## TASK DETAILS
In the records below, find each line with the word "junction" and copy it.

++++++++++++++++++++

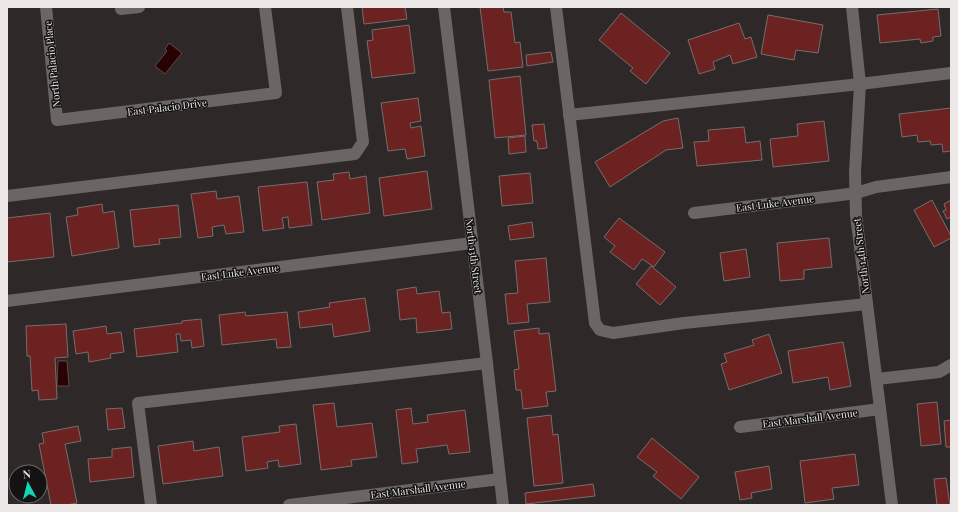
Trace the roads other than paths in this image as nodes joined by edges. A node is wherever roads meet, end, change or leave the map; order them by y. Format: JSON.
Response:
{"nodes":[{"id":1,"x":46,"y":7,"type":"edge"},
{"id":2,"x":121,"y":7,"type":"edge"},
{"id":3,"x":139,"y":7,"type":"edge"},
{"id":4,"x":265,"y":7,"type":"edge"},
{"id":5,"x":347,"y":7,"type":"edge"},
{"id":6,"x":444,"y":7,"type":"edge"},
{"id":7,"x":556,"y":7,"type":"edge"},
{"id":8,"x":852,"y":7,"type":"edge"},
{"id":9,"x":951,"y":73,"type":"edge"},
{"id":10,"x":860,"y":84,"type":"junction"},
{"id":11,"x":569,"y":115,"type":"junction"},
{"id":12,"x":58,"y":120,"type":"joint"},
{"id":13,"x":951,"y":177,"type":"edge"},
{"id":14,"x":856,"y":193,"type":"junction"},
{"id":15,"x":7,"y":196,"type":"edge"},
{"id":16,"x":694,"y":213,"type":"dead end"},
{"id":17,"x":472,"y":243,"type":"junction"},
{"id":18,"x":7,"y":301,"type":"edge"},
{"id":19,"x":867,"y":304,"type":"junction"},
{"id":20,"x":487,"y":363,"type":"junction"},
{"id":21,"x":951,"y":364,"type":"edge"},
{"id":22,"x":877,"y":379,"type":"junction"},
{"id":23,"x":880,"y":409,"type":"junction"},
{"id":24,"x":740,"y":427,"type":"dead end"},
{"id":25,"x":500,"y":480,"type":"junction"},
{"id":26,"x":151,"y":505,"type":"edge"},
{"id":27,"x":289,"y":505,"type":"edge"},
{"id":28,"x":503,"y":505,"type":"edge"},
{"id":29,"x":892,"y":505,"type":"edge"}],
"edges":[{"from":1,"to":12,"type":"street","name":"North Palacio Place"},
{"from":2,"to":3,"type":"street"},
{"from":4,"to":12,"type":"street","name":"East Palacio Drive"},
{"from":5,"to":15,"type":"street"},
{"from":6,"to":17,"type":"street","name":"North 13th Street"},
{"from":7,"to":11,"type":"street"},
{"from":8,"to":10,"type":"street","name":"North 14th Street"},
{"from":9,"to":10,"type":"street"},
{"from":10,"to":11,"type":"street"},
{"from":10,"to":14,"type":"street","name":"North 14th Street"},
{"from":11,"to":19,"type":"street"},
{"from":13,"to":14,"type":"street","name":"East Luke Avenue"},
{"from":14,"to":16,"type":"street","name":"East Luke Avenue"},
{"from":14,"to":19,"type":"street","name":"North 14th Street"},
{"from":17,"to":18,"type":"street","name":"East Luke Avenue"},
{"from":17,"to":20,"type":"street","name":"North 13th Street"},
{"from":19,"to":22,"type":"street","name":"North 14th Street"},
{"from":20,"to":25,"type":"street","name":"North 13th Street"},
{"from":20,"to":26,"type":"street"},
{"from":21,"to":22,"type":"street"},
{"from":22,"to":23,"type":"street","name":"North 14th Street"},
{"from":23,"to":24,"type":"street","name":"East Marshall Avenue"},
{"from":23,"to":29,"type":"street","name":"North 14th Street"},
{"from":25,"to":27,"type":"street","name":"East Marshall Avenue"},
{"from":25,"to":28,"type":"street","name":"North 13th Street"}]}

++++++++++++++++++++

## RESPONSE AREA
{"id":10,"x":860,"y":84,"type":"junction"},
{"id":11,"x":569,"y":115,"type":"junction"},
{"id":14,"x":856,"y":193,"type":"junction"},
{"id":17,"x":472,"y":243,"type":"junction"},
{"id":19,"x":867,"y":304,"type":"junction"},
{"id":20,"x":487,"y":363,"type":"junction"},
{"id":22,"x":877,"y":379,"type":"junction"},
{"id":23,"x":880,"y":409,"type":"junction"},
{"id":25,"x":500,"y":480,"type":"junction"},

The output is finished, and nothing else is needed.